A number of program modules may be stored in the drives and RAM 325, including an operating system 335, one or more executable programs 336, other program modules 337, and program data 338. A user may enter commands and information into the computer system 320 through a keyboard 340 and a pointing device, such as a mouse 342. Other input devices (not shown) may include a microphone, a joystick, a game pad, a scanner, or the like. These and other input devices are often connected to the processing unit 321 through a corresponding port interface 346 that is coupled to the system bus, but may be connected by other interfaces, such as a parallel port, a serial port or a universal serial bus (USB). A monitor 347 or other type of display device is also connected to the system bus 323 via an interface, such as a video adapter 348.
The computer system 320 may operate in a networked environment using logical connections to one or more remote computers, such as a remote client computer 349. The remote computer 349 may be a workstation, a computer system, a router, a peer device or other common network node, and typically includes many or all of the elements described relative to the computer system 320. The logical connections can include a local area network (LAN) 351 and a wide area network (WAN) 352.
When used in a LAN networking environment, the computer system 320 can be connected to the local network 351 through a network interface or adapter 353. When used in a WAN networking environment, the computer system 320 can include a modem 354, or can be connected to a communications server on the LAN. The modem 354, which may be internal or external, is connected to the system bus 323 via the port interface 346. In a networked environment, program modules depicted relative to the computer system 320, or portions thereof, may be stored in the remote memory storage device 350.

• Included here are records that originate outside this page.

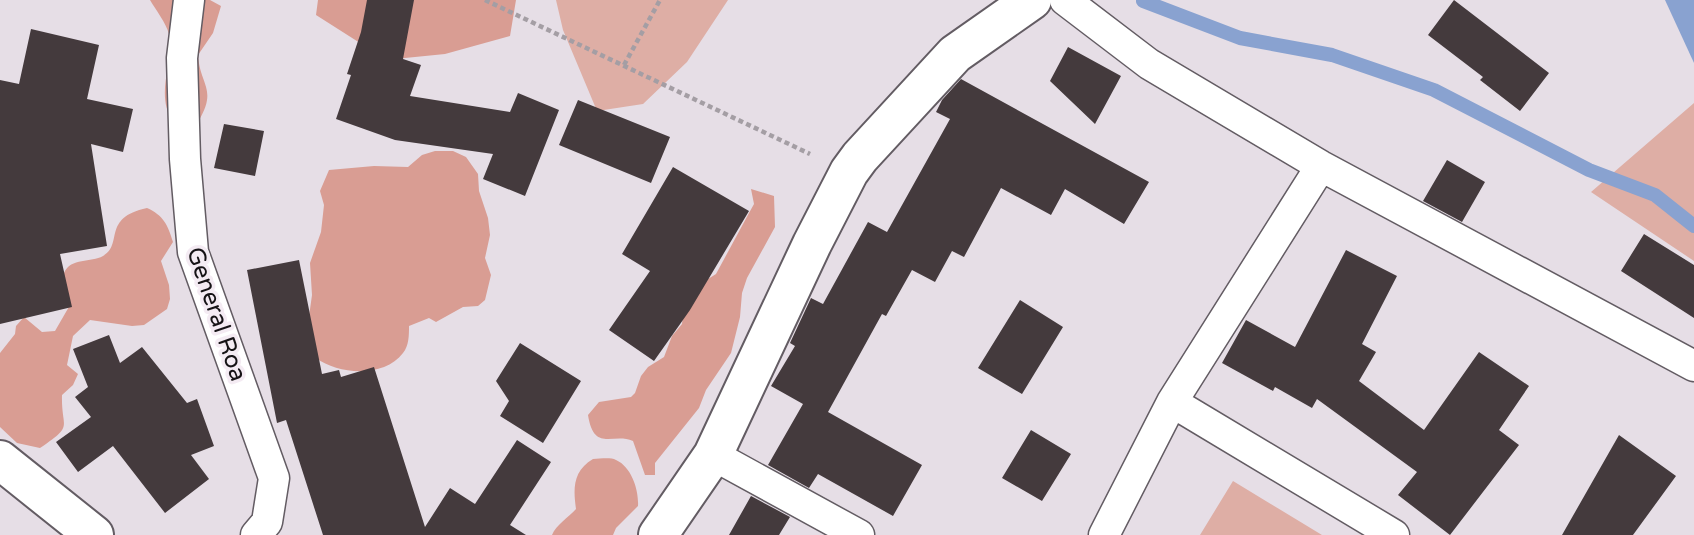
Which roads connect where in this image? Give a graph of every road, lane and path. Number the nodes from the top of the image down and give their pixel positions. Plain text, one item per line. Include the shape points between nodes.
1 (189, 0) edge
2 (485, 0) edge
3 (660, 0) edge
4 (1032, 0) edge
5 (1065, 0) edge
6 (624, 65) junction
7 (1321, 166) junction
8 (849, 172) junction
9 (1694, 366) edge
10 (1172, 402) junction
11 (713, 455) junction
12 (0, 460) edge
13 (94, 535) edge
14 (256, 535) edge
15 (658, 535) edge
16 (859, 535) edge
17 (1104, 535) edge
18 (1394, 535) edge

1 - 14 lane, General Roa via 182,58 193,252 274,478 267,522
2 - 6 path
3 - 6 path
4 - 8 street via 955,54
5 - 7 lane via 1149,64
6 - 8 path
7 - 9 lane
7 - 10 lane
8 - 11 street
10 - 17 lane
10 - 18 lane
11 - 15 street
11 - 16 lane
12 - 13 street

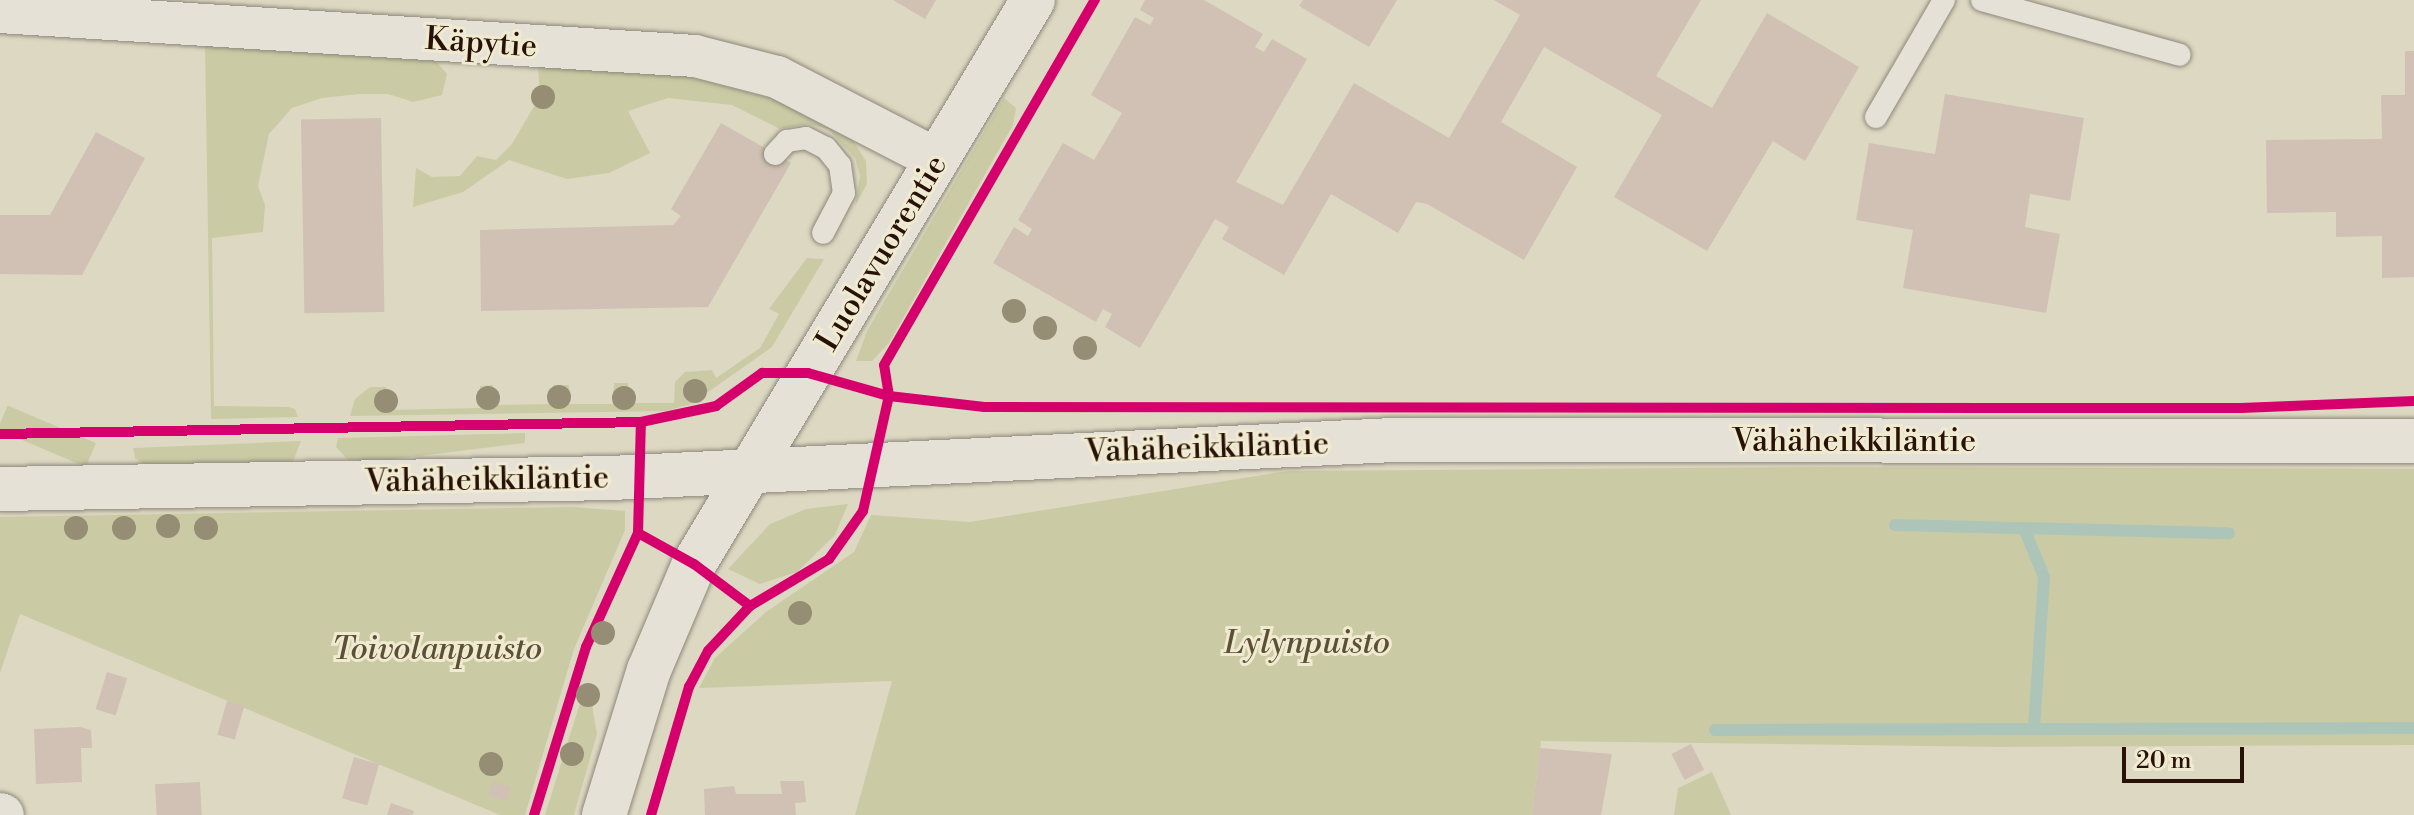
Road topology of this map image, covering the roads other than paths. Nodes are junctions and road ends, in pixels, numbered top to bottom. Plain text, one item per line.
1 (1033, 0) edge
2 (1944, 0) edge
3 (1982, 0) edge
4 (0, 12) edge
5 (2180, 55) dead end
6 (1876, 117) dead end
7 (775, 154) dead end
8 (938, 160) junction
9 (823, 233) dead end
10 (2414, 441) edge
11 (751, 469) junction
12 (0, 489) edge
13 (604, 815) edge

1 - 8 street, Luolavuorentie
2 - 6 lane
3 - 5 lane
4 - 8 street, Käpytie
7 - 9 lane
8 - 11 street, Luolavuorentie
10 - 11 street, Vähäheikkiläntie
11 - 12 street, Vähäheikkiläntie
11 - 13 street, Luolavuorentie

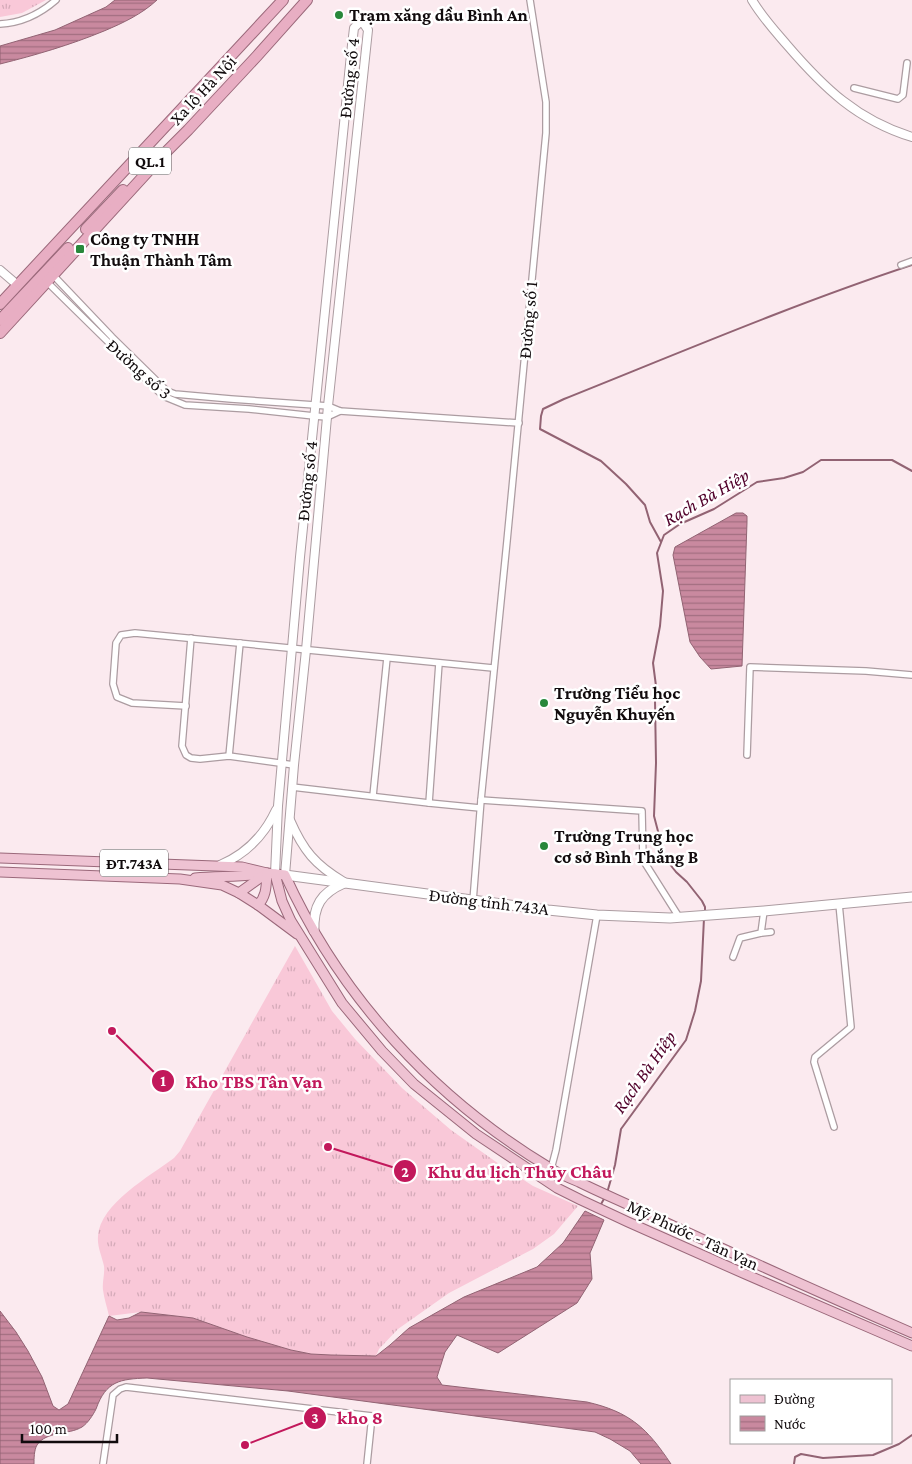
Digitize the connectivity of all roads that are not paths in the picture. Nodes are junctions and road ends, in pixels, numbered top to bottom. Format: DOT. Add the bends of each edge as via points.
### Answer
graph roads {
  1 [pos="56,0"];
  2 [pos="275,0"];
  3 [pos="283,0"];
  4 [pos="298,0"];
  5 [pos="307,0"];
  6 [pos="530,0"];
  7 [pos="752,0"];
  8 [pos="0,24"];
  9 [pos="907,63"];
  10 [pos="909,82"];
  11 [pos="854,88"];
  12 [pos="912,137"];
  13 [pos="912,261"];
  14 [pos="901,265"];
  15 [pos="0,270"];
  16 [pos="47,275"];
  17 [pos="15,284"];
  18 [pos="0,297"];
  19 [pos="0,304"];
  20 [pos="0,320"];
  21 [pos="0,333"];
  22 [pos="175,394"];
  23 [pos="173,401"];
  24 [pos="315,405"];
  25 [pos="328,406"];
  26 [pos="340,410"];
  27 [pos="314,416"];
  28 [pos="327,418"];
  29 [pos="518,423"];
  30 [pos="191,638"];
  31 [pos="240,643"];
  32 [pos="292,648"];
  33 [pos="306,650"];
  34 [pos="387,658"];
  35 [pos="439,663"];
  36 [pos="493,668"];
  37 [pos="912,675"];
  38 [pos="186,706"];
  39 [pos="747,755"];
  40 [pos="229,756"];
  41 [pos="282,763"];
  42 [pos="294,765"];
  43 [pos="292,787"];
  44 [pos="373,796"];
  45 [pos="481,800"];
  46 [pos="429,803"];
  47 [pos="278,806"];
  48 [pos="480,808"];
  49 [pos="289,818"];
  50 [pos="0,858"];
  51 [pos="218,866"];
  52 [pos="0,872"];
  53 [pos="271,873"];
  54 [pos="285,875"];
  55 [pos="180,879"];
  56 [pos="345,882"];
  57 [pos="239,893"];
  58 [pos="912,897"];
  59 [pos="474,900"];
  60 [pos="839,904"];
  61 [pos="258,905"];
  62 [pos="764,911"];
  63 [pos="597,915"];
  64 [pos="679,917"];
  65 [pos="314,931"];
  66 [pos="771,932"];
  67 [pos="761,933"];
  68 [pos="300,936"];
  69 [pos="733,957"];
  70 [pos="414,1062"];
  71 [pos="402,1073"];
  72 [pos="834,1127"];
  73 [pos="551,1169"];
  74 [pos="912,1332"];
  75 [pos="912,1346"];
  76 [pos="103,1464"];
  77 [pos="367,1464"];
  1 -- 8 [label="street" via="31,16"];
  2 -- 17 [label="highway, Xa lộ Hà Nội / QL.1"];
  3 -- 17 [label="highway, Xa lộ Hà Nội / QL.1"];
  4 -- 16 [label="highway, Xa lộ Hà Nội / QL.1"];
  5 -- 16 [label="highway, Xa lộ Hà Nội / QL.1" via="113,211"];
  6 -- 29 [label="street, Đường số 1" via="546,102 546,133"];
  7 -- 12 [label="street" via="806,68 844,103 894,132"];
  9 -- 10 [label="street"];
  10 -- 11 [label="street" via="898,99"];
  13 -- 14 [label="street"];
  15 -- 17 [label="street"];
  16 -- 20 [label="highway, Xa lộ Hà Nội / QL.1"];
  16 -- 21 [label="highway, Xa lộ Hà Nội / QL.1"];
  16 -- 22 [label="street, Đường số 3" via="160,384"];
  16 -- 23 [label="street, Đường số 3" via="163,396"];
  17 -- 18 [label="highway, Xa lộ Hà Nội / QL.1"];
  17 -- 19 [label="highway, Xa lộ Hà Nội / QL.1"];
  22 -- 23 [label="street"];
  22 -- 24 [label="street, Đường số 3"];
  23 -- 27 [label="street, Đường số 3" via="185,405"];
  24 -- 25 [label="street, Đường số 3"];
  24 -- 25 [label="street, Đường số 4" via="352,45 354,28 360,22 368,30"];
  24 -- 27 [label="street, Đường số 4"];
  25 -- 26 [label="street, Đường số 3"];
  25 -- 28 [label="street, Đường số 4"];
  26 -- 28 [label="street"];
  26 -- 29 [label="street, Đường số 3"];
  27 -- 28 [label="street, Đường số 3"];
  27 -- 32 [label="street, Đường số 4"];
  28 -- 33 [label="street, Đường số 4"];
  29 -- 36 [label="street, Đường số 1"];
  30 -- 31 [label="street"];
  30 -- 38 [label="street"];
  30 -- 38 [label="street" via="129,633 121,635 116,643 113,684 118,696 132,703"];
  31 -- 32 [label="street"];
  31 -- 40 [label="street"];
  32 -- 33 [label="street"];
  32 -- 41 [label="street, Đường số 4"];
  33 -- 34 [label="street"];
  33 -- 42 [label="street, Đường số 4"];
  34 -- 35 [label="street"];
  34 -- 44 [label="street"];
  35 -- 36 [label="street"];
  35 -- 46 [label="street"];
  36 -- 45 [label="street, Đường số 1"];
  37 -- 39 [label="street" via="750,667"];
  38 -- 40 [label="street" via="182,746 186,755 200,759"];
  40 -- 41 [label="street"];
  41 -- 42 [label="street"];
  41 -- 47 [label="street, Đường số 4"];
  42 -- 43 [label="street, Đường số 4"];
  43 -- 44 [label="street"];
  43 -- 49 [label="street, Đường số 4"];
  44 -- 46 [label="street"];
  45 -- 48 [label="street, Đường số 1"];
  45 -- 64 [label="street" via="642,811 643,860"];
  46 -- 48 [label="street"];
  47 -- 51 [label="street" via="255,843"];
  47 -- 53 [label="street, Đường số 4"];
  48 -- 59 [label="street, Đường số 1"];
  49 -- 54 [label="street, Đường số 4"];
  49 -- 56 [label="street" via="305,850 330,874"];
  50 -- 51 [label="main road, ĐT.743A"];
  51 -- 53 [label="main road, ĐT.743A"];
  52 -- 55 [label="main road, Mỹ Phước - Tân Vạn / ĐT.743A"];
  53 -- 54 [label="main road"];
  53 -- 55 [label="main road, ĐT.743A" via="248,879 209,876"];
  53 -- 57 [label="main road"];
  53 -- 61 [label="main road" via="265,895"];
  53 -- 68 [label="main road, Mỹ Phước - Tân Vạn"];
  54 -- 56 [label="main road, Đường tỉnh 743A"];
  54 -- 65 [label="main road, Mỹ Phước - Tân Vạn"];
  55 -- 57 [label="main road, Mỹ Phước - Tân Vạn" via="222,885"];
  56 -- 59 [label="main road, Đường tỉnh 743A"];
  56 -- 65 [label="main road" via="331,890 318,904"];
  57 -- 61 [label="main road, Mỹ Phước - Tân Vạn"];
  58 -- 60 [label="main road"];
  59 -- 63 [label="main road, Đường tỉnh 743A"];
  60 -- 62 [label="main road"];
  60 -- 72 [label="street" via="852,1027 814,1062"];
  61 -- 68 [label="main road, Mỹ Phước - Tân Vạn"];
  62 -- 64 [label="main road, Đường tỉnh 743A"];
  62 -- 67 [label="street"];
  63 -- 64 [label="main road, Đường tỉnh 743A"];
  63 -- 73 [label="street"];
  65 -- 70 [label="main road, Mỹ Phước - Tân Vạn" via="362,1004"];
  66 -- 67 [label="street"];
  67 -- 69 [label="street" via="740,938"];
  68 -- 71 [label="main road, Mỹ Phước - Tân Vạn" via="342,1003"];
  70 -- 71 [label="main road"];
  70 -- 73 [label="main road, Mỹ Phước - Tân Vạn" via="468,1111"];
  71 -- 75 [label="main road, Mỹ Phước - Tân Vạn" via="476,1134 557,1188"];
  73 -- 74 [label="main road, Mỹ Phước - Tân Vạn" via="763,1268"];
  76 -- 77 [label="street" via="113,1395 126,1387 372,1416"];
}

What have been described above are examples of the present invention. It is, of course, not possible to describe every conceivable combination of components or methodologies for purposes of describing the present invention, but one of ordinary skill in the art will recognize that many further combinations and permutations of the present invention are possible. Accordingly, the present invention is intended to embrace all such alterations, modifications and variations that fall within the spirit and scope of the appended claims.
This application is related to the following commonly assigned co-pending patent application entitled: “SYSTEMS AND METHODS FOR BRANCH PROFILING LOOPS OF AN EXECUTABLE PROGRAM,” Attorney Docket No. 200313027-1, which is filed contemporaneously herewith and is incorporated herein by reference.